Chapter 4 Image processing

One key decision in your spotcalling script is choosing how to process your images. Here, we will cover the image processing functions that masmr provides, and how users may string together these functions for their own purposes.

library(masmr)
library(ggplot2)
## Warning: package 'ggplot2' was built under R version 4.3.2

4.1 Pre-processing

As before, specify your parameters.

data_dir = 'C:/Users/kwaje/Downloads/JIN_SIM/20190718_WK_T2_a_B2_R8_12_d50/'
establishParams(
  imageDirs = paste0(data_dir, 'S10/'),
  imageFormat = '.ome.tif',
  codebookFileName = list.files(paste0(data_dir, 'codebook/'), pattern='codebook', full.names = TRUE),
  codebookColumnNames = paste0(rep(c(0:3), 4), '_', rep(c('cy3', 'alexa594', 'cy5', 'cy7'), each=4) ),
  outDir = 'C:/Users/kwaje/Downloads/JYOUT/',
  dapiDir = paste0(data_dir, 'DAPI_1/'),
  pythonLocation = 'C:/Users/kwaje/AppData/Local/miniforge3/envs/scipyenv/',
  fpkmFileName = paste0(data_dir, "FPKM_data/Jin_FPKMData_B.tsv"),
  nProbesFileName = paste0(data_dir, "ProbesPerGene.csv"),
  verbose = FALSE
)
## Assuming .ome.tif is extension for meta files...

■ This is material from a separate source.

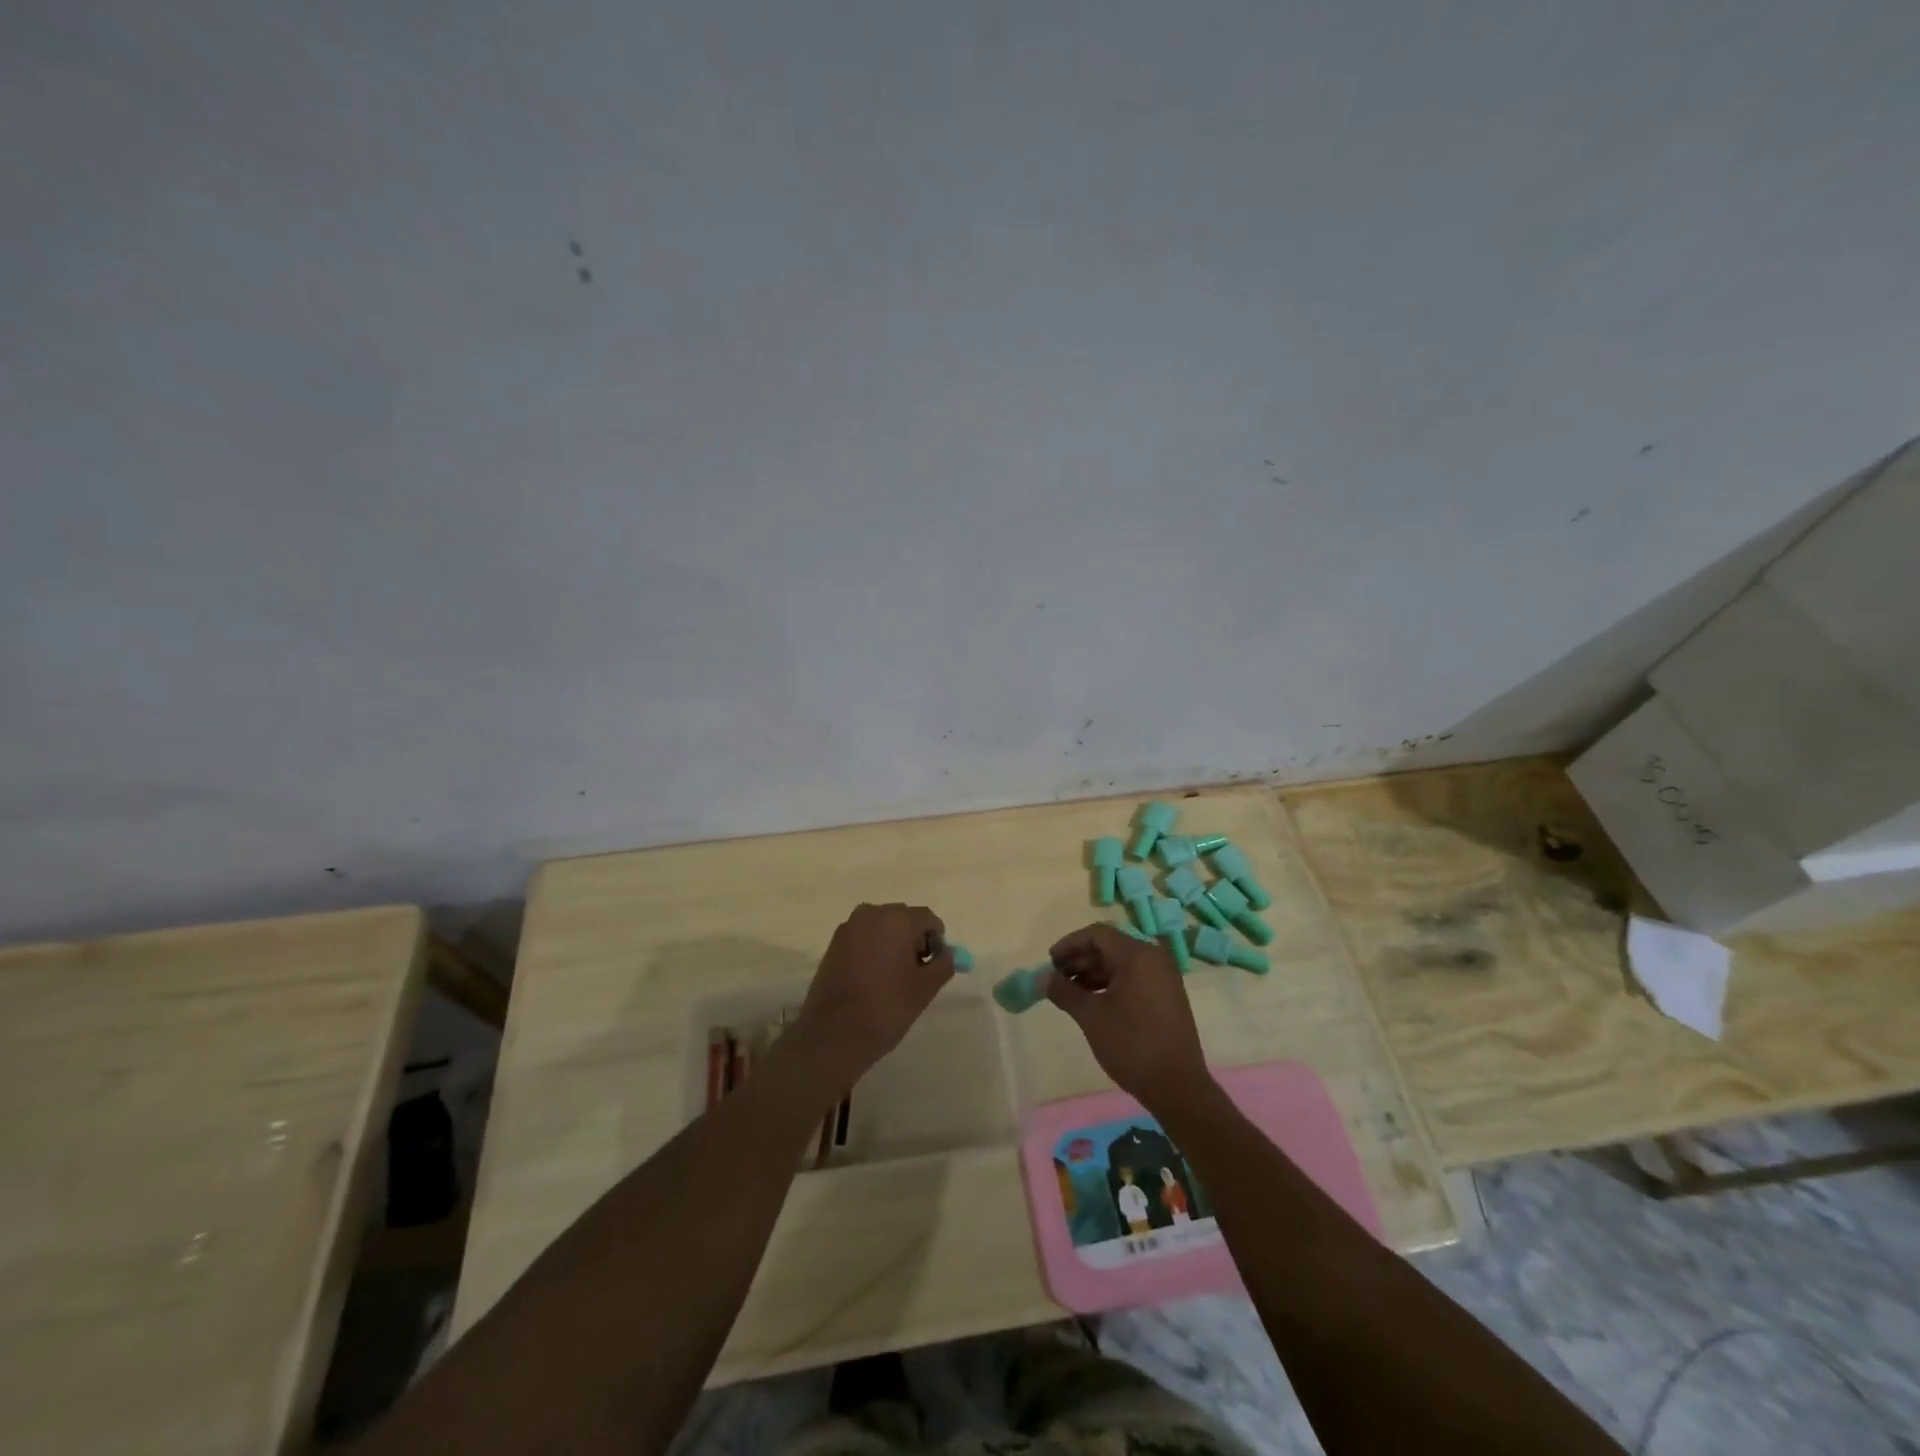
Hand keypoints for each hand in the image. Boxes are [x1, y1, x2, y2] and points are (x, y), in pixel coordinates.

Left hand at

Image processing is handled within your spotcalling script, and consequently requires some pre-processing to have been done prior to looping through images. These are provided below (kindly refer to Chapter 3 for details).

## Necessary pre-processing done before your loop
readImageMetaData()
## Warning in readImageMetaData(): Updating params$fov_names
prepareCodebook()
getAnchorParams()
establishCleanSlate()
## [1] ".Random.seed" "data_dir"     "params"
## Specify the current FOV (done inside the loop)
params$current_fov <- params$fov_names[38]

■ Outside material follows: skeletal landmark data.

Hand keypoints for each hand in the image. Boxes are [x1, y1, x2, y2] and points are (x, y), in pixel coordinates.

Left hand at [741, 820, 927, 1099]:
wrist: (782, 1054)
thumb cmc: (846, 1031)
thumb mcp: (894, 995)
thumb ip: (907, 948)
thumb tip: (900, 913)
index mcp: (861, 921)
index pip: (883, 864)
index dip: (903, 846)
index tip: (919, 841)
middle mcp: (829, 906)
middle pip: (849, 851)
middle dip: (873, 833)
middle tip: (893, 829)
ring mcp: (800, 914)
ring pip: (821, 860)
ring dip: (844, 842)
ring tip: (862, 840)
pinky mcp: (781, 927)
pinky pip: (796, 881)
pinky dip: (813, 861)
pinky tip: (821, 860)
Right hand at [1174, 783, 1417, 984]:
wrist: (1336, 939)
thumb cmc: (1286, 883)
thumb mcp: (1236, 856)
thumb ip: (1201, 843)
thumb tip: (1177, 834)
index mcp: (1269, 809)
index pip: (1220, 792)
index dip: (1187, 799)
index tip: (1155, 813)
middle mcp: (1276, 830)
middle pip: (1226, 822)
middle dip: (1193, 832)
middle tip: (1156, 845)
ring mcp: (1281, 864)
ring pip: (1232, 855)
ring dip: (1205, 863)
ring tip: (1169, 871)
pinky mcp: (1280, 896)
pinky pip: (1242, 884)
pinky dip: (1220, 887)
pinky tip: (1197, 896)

## Read the images for your current FOV (done inside loop)
imList <- readImageList( params$current_fov )

4.2 Building blocks of image processing

The backbone of MERFISH pipelines is image processing. We provide several options, which we will showcase with the test image below. Note the use of imager::as.cimg, which converts image matrices to .cimg objects that are read by C++; so doing allows for rapid manipulation and plotting.

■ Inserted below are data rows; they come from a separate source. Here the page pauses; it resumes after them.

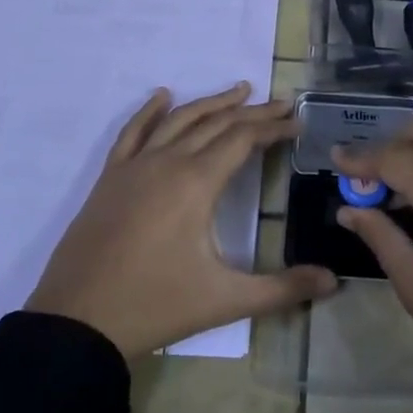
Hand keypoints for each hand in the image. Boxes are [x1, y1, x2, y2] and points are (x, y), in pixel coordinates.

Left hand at [28, 84, 337, 358]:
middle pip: (217, 123)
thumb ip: (283, 288)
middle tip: (280, 103)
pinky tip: (162, 96)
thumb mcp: (226, 300)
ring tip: (239, 89)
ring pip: (179, 120)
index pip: (243, 139)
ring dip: (211, 103)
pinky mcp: (110, 178)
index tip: (297, 122)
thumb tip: (336, 282)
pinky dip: (150, 111)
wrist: (77, 323)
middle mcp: (168, 162)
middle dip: (252, 111)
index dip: (273, 128)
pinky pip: (133, 132)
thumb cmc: (156, 306)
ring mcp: (135, 166)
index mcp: (197, 182)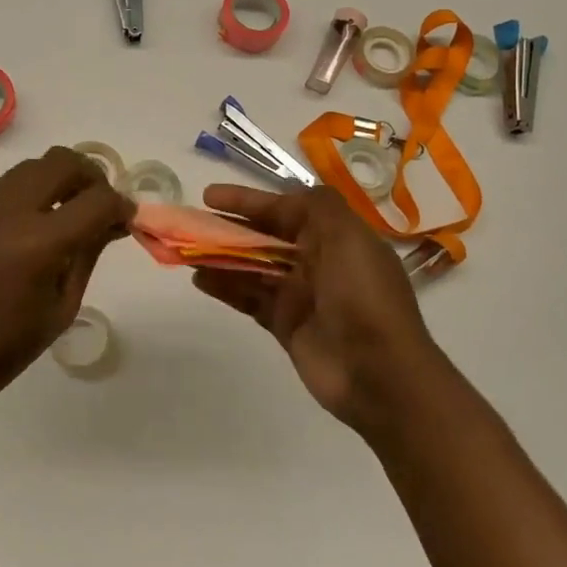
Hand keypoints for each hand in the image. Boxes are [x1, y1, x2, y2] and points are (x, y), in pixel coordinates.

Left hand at [0, 146, 134, 416]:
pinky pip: (9, 184)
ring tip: (70, 212)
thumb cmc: (5, 349)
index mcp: (38, 244)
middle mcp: (9, 212)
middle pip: (63, 162)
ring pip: (34, 165)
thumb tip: (113, 221)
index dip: (121, 206)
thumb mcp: (61, 307)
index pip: (96, 199)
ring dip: (60, 179)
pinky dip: (33, 191)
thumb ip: (88, 254)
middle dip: (92, 178)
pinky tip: (36, 224)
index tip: (127, 220)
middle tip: (100, 208)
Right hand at [192, 184, 439, 433]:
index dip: (248, 201)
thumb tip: (290, 192)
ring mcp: (300, 295)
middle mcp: (317, 262)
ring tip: (186, 250)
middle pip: (264, 237)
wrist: (380, 373)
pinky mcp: (285, 324)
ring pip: (252, 267)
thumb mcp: (348, 238)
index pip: (286, 209)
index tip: (210, 197)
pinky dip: (225, 287)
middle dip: (229, 228)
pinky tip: (199, 279)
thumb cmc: (363, 296)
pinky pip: (249, 298)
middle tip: (190, 223)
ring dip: (221, 257)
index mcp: (336, 238)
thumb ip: (318, 206)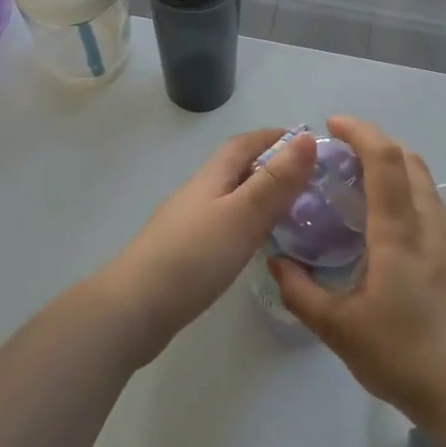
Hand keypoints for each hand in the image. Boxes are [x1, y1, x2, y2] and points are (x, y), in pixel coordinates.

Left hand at [87, 126, 317, 366]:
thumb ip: (276, 181)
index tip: (307, 142)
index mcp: (211, 177)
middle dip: (271, 166)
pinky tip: (258, 244)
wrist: (134, 309)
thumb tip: (308, 138)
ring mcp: (188, 224)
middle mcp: (198, 194)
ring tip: (295, 213)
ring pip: (231, 199)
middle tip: (311, 181)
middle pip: (237, 169)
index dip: (274, 137)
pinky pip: (224, 226)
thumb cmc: (194, 257)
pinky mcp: (185, 254)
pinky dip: (248, 225)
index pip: (244, 144)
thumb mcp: (242, 215)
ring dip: (260, 197)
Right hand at [270, 117, 445, 435]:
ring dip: (396, 175)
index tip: (333, 125)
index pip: (384, 160)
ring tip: (362, 195)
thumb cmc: (408, 359)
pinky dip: (410, 203)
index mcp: (400, 234)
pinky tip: (392, 239)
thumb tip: (278, 262)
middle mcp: (432, 228)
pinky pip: (435, 215)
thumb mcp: (340, 331)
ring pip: (427, 189)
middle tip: (341, 160)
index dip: (360, 132)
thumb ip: (302, 292)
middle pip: (411, 163)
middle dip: (376, 146)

ALWAYS plot to check how your image processing has altered your image!

im <- imList[[1]]
par(mfrow=c(1,2))
plot( imager::as.cimg(im), main = 'Unaltered image' )
## Warning in as.cimg.array(im): Assuming third dimension corresponds to
## time/depth
hist( im, breaks=1000, main = 'Unaltered image', xlab='Intensities', ylab='N pixels' )

par(mfrow=c(1,1))

imNormalise

Note the range of raw intensities. We can use imNormalise to perform a quick min-max normalisation so that values span 0 to 1.

norm <- imNormalise(im)
par(mfrow=c(1,2))
plot( imager::as.cimg(norm), main = 'Min-max image' )
## Warning in as.cimg.array(norm): Assuming third dimension corresponds to
## time/depth
hist( norm, breaks=1000, main = 'Min-max image', xlab='Intensities', ylab='N pixels' )

par(mfrow=c(1,1))

Since we previously calculated min and max brightnesses, we may wish to winsorise intensity values (i.e. values trimmed to lie between min and max brightness). As before, we can use imNormalise but this time specifying the desired floor and ceiling values. [When these are unspecified, floor and ceiling values are defaulted to minimum and maximum intensities observed in the image, thereby performing a min-max normalisation.]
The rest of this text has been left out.